- May 21, 2014
- Posted by: Stephen Coleclough
- Category: Tax

At the end of the day, governments need to raise sustainable amounts of revenue, to fund public services, the welfare state, and other common goods.
More than ever, however, they have to compete for business and investment from companies and investors who have more options than ever before.
Tax too high or tax capriciously and the goose that lays the golden eggs will fly away.
The UK government has undertaken work to make Britain more attractive to multinational businesses and investors, including cuts in the headline rate of corporation tax, a more generous tax regime for control foreign companies, and a preferential regime for tax arising from patents.
These are all very interesting headlines, in addition to suggesting firmer ways of dealing with queries, responses and disputes, which are all very valuable.
Co-operative compliance and binding resolutions as a way of increasing the efficiency of the tax service and therefore enabling resources to be deployed to those who have less ability to help themselves.
In some areas the UK has clearly been a leader but in other areas we are playing catch-up.
What we have in common in all these areas is that we are in constant competition with the rest of the world – the US, other EU countries, and so on.
London is in competition with New York and Tokyo and all those other existing and want-to-be financial centres on every continent.
Does Britain have the most competitive tax regime in the G20?
Well, the findings of a KPMG survey have indicated that we have certainly improved, but there is still plenty of room for progress.
And there is the question of can our politicians hold the course?
One clear message is that we shouldn’t get hung up on the corporation tax rate.
It’s a great headline – good in the shop window – but it’s not the be all and end all.
Ultimately, we need a holistic approach on building an efficient and effective tax system.
An annual survey by PWC on total tax showed that last year, for every pound in corporation tax paid in the UK, companies paid nearly £3 in other taxes.
As this shows, it is not just about levels of tax, it’s about other issues.
Low effective tax rate has dropped down the matters of most concern to business executives, after stability, simplification, and the need for advance warning on change.
The concerns about the complexity is why the Offices of Tax Simplification have been asked to look at the UK administration – it’s not just the rate, it’s how it’s administered, and how that can be reformed to improve UK tax competitiveness.
Of course, tax is not the only thing – or even just the one thing – that makes a difference to a country.
There’s regulation, wages, education, skill levels, visa rules, location, EU membership, stability, proximity to your customer base, markets (if you’ve got a great market people will come).

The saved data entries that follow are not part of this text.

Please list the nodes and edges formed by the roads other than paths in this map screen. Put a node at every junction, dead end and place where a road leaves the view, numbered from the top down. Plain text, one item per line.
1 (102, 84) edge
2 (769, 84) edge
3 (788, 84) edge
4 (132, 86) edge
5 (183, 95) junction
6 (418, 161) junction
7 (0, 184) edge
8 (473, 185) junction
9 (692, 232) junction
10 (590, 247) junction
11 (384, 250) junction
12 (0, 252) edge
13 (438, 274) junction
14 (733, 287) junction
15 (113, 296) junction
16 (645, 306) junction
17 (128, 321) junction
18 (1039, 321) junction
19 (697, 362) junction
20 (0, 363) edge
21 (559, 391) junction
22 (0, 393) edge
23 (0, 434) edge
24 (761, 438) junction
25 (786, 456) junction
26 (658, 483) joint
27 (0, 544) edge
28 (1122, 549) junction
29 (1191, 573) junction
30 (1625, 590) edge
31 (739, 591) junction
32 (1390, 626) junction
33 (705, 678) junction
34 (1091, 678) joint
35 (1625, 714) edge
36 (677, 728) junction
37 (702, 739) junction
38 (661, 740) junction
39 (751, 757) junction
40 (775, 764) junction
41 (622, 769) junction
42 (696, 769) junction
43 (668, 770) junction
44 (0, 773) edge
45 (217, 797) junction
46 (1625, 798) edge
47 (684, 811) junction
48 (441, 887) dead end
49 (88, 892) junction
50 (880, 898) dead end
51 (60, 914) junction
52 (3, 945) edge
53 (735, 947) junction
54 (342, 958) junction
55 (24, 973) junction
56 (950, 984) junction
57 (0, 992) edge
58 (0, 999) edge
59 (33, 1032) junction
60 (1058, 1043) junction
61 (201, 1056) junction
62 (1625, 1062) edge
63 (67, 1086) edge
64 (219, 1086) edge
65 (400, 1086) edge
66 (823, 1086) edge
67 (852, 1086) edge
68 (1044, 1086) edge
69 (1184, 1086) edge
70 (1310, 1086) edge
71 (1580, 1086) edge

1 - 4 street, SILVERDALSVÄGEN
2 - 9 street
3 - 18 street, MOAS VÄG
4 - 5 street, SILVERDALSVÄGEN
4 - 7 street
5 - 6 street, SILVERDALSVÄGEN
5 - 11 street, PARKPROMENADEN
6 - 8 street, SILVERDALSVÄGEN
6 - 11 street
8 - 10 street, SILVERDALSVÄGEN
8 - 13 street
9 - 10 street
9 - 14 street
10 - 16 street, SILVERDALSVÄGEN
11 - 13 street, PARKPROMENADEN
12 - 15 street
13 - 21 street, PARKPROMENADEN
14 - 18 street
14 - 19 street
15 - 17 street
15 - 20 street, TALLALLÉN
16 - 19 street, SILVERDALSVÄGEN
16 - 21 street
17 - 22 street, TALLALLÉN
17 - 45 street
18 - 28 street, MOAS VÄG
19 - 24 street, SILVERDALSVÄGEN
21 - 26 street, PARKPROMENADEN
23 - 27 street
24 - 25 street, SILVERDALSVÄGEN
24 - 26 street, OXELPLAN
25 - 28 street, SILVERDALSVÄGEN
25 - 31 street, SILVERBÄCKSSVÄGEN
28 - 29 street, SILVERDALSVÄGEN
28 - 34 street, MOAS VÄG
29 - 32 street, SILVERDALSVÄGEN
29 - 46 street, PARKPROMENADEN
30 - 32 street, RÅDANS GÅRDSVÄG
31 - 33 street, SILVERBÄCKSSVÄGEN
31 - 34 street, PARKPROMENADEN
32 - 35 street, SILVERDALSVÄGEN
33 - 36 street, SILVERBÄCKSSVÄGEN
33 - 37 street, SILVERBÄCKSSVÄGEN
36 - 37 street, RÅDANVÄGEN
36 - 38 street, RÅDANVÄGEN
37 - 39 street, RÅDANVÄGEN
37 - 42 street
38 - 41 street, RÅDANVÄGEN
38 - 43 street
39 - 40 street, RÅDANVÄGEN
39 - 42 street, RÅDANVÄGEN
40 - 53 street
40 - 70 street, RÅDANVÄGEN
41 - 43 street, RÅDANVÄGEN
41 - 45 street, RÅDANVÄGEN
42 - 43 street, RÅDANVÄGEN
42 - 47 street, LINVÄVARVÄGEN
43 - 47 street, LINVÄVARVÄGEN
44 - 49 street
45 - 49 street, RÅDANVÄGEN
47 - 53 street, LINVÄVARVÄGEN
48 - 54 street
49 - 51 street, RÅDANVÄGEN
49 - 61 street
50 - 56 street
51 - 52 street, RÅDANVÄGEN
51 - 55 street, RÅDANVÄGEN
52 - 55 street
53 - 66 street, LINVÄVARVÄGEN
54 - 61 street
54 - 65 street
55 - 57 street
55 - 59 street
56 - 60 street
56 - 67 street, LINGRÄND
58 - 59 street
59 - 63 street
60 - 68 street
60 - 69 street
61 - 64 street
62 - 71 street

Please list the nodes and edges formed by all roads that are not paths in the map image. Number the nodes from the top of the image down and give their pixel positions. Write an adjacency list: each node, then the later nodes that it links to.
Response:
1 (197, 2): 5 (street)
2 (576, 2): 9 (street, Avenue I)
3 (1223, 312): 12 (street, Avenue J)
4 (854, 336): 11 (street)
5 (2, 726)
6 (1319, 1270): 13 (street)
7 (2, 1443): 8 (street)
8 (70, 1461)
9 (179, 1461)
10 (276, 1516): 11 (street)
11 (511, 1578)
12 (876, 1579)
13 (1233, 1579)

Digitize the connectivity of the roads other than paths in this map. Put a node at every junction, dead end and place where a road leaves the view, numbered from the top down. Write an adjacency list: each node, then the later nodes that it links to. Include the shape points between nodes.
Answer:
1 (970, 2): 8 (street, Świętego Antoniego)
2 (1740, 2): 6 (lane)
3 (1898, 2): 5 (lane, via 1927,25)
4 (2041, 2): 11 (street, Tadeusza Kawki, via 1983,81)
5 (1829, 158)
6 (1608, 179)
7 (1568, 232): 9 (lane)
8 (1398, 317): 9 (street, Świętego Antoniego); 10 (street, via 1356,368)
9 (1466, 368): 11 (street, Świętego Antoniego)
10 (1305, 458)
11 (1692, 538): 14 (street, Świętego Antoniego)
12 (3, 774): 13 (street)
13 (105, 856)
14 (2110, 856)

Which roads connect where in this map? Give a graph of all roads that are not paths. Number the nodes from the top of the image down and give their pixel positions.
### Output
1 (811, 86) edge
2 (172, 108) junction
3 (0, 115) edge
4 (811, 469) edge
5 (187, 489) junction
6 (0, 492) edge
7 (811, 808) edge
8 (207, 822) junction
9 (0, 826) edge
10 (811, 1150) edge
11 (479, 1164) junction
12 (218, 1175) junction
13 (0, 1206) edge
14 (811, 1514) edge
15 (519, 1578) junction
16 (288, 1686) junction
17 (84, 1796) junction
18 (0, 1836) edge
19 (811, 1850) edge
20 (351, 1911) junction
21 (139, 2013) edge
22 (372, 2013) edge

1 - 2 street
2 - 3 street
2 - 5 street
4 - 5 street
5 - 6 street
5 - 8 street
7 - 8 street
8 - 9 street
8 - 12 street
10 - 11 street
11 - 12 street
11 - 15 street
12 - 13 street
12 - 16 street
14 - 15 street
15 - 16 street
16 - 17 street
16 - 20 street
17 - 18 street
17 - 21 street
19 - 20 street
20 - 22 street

Although there has been much talk about competitiveness, one man’s competitiveness is another man’s race to the bottom.
The OECD BEPS Project puts at its centre three core themes, which are coherence, substance (encompassing taxing profit where the economic value is created), and transparency (which includes certainty as well).
The task at the OECD is of course to try and pull these together and get some agreement.
While I was initially cynical as to whether one could, after hearing the debate I feel a lot more encouraged that we may actually make some progress by the end of 2015 and 2016.
A billion Euros of tax is lost every year through avoidance and evasion in the European Union, and at a time when all the European economies are under stress, the fair payment of tax suddenly rose up the political agenda, and in the mind of the public.
Transparency and public pressure are good weapons.
The public are now more interested in what tax advisers are doing, and no doubt when you’re all retired and your grandchildren are on your knee, they’ll be going, “Grandad, what did you do in the Great BEPS Debate?”
Maybe they won’t –I hope they won’t!
I’ll stick to my VAT.
You can never reiterate enough the importance of public trust, and that transparency would be good for business, because hopefully it would repair the severe breakdown of trust in big business.
And that the greater the level of agreement in tax – and on tax matters between countries – ultimately has to be good for business.
It allows businesses to do what businesses do best, and that’s to do business!
I always used to get asked, “Stephen, how do I avoid paying tax?”
And I used to say, “Easy – make a loss!”
And they said, “Don’t be silly.”
And I said, “Well you started it, your job is to make a profit, when you’re making a profit we’ll talk about the tax, but a business’s job is to make profits.”
Also, there is the concept of “rent seeking”, which may be legal but is social unproductive, and the inherent conflict between national tax revenues and international global businesses.
And there is also the recently introduced concept of relational contracts – trust between employers and employees, and translating that as trust between the corporate sector and governments, and leading to, hopefully, good societies.
The fundamental point is that what we have seen is an erosion of ethics rather than an erosion of the tax base.
Change undoubtedly needs to come.
The system designed for the mid-nineteenth century, and predicated on tax being paid somewhere at least once, is not well equipped for dealing with the world of seamless multinationals and internet-based services, which can delivered, globally, from pretty much anywhere.
Tax is a wonderful invention, and I’m not saying that just because I make a living out of it, it is the way we come together, we as a society come together, to fund common causes and collective goods, without which we would lack infrastructure, education, and all the other things that make business and wider society work.
The tax system isn’t broken but it is straining, and it falls to all of us to play our part in updating the international tax rules for the twenty-first century.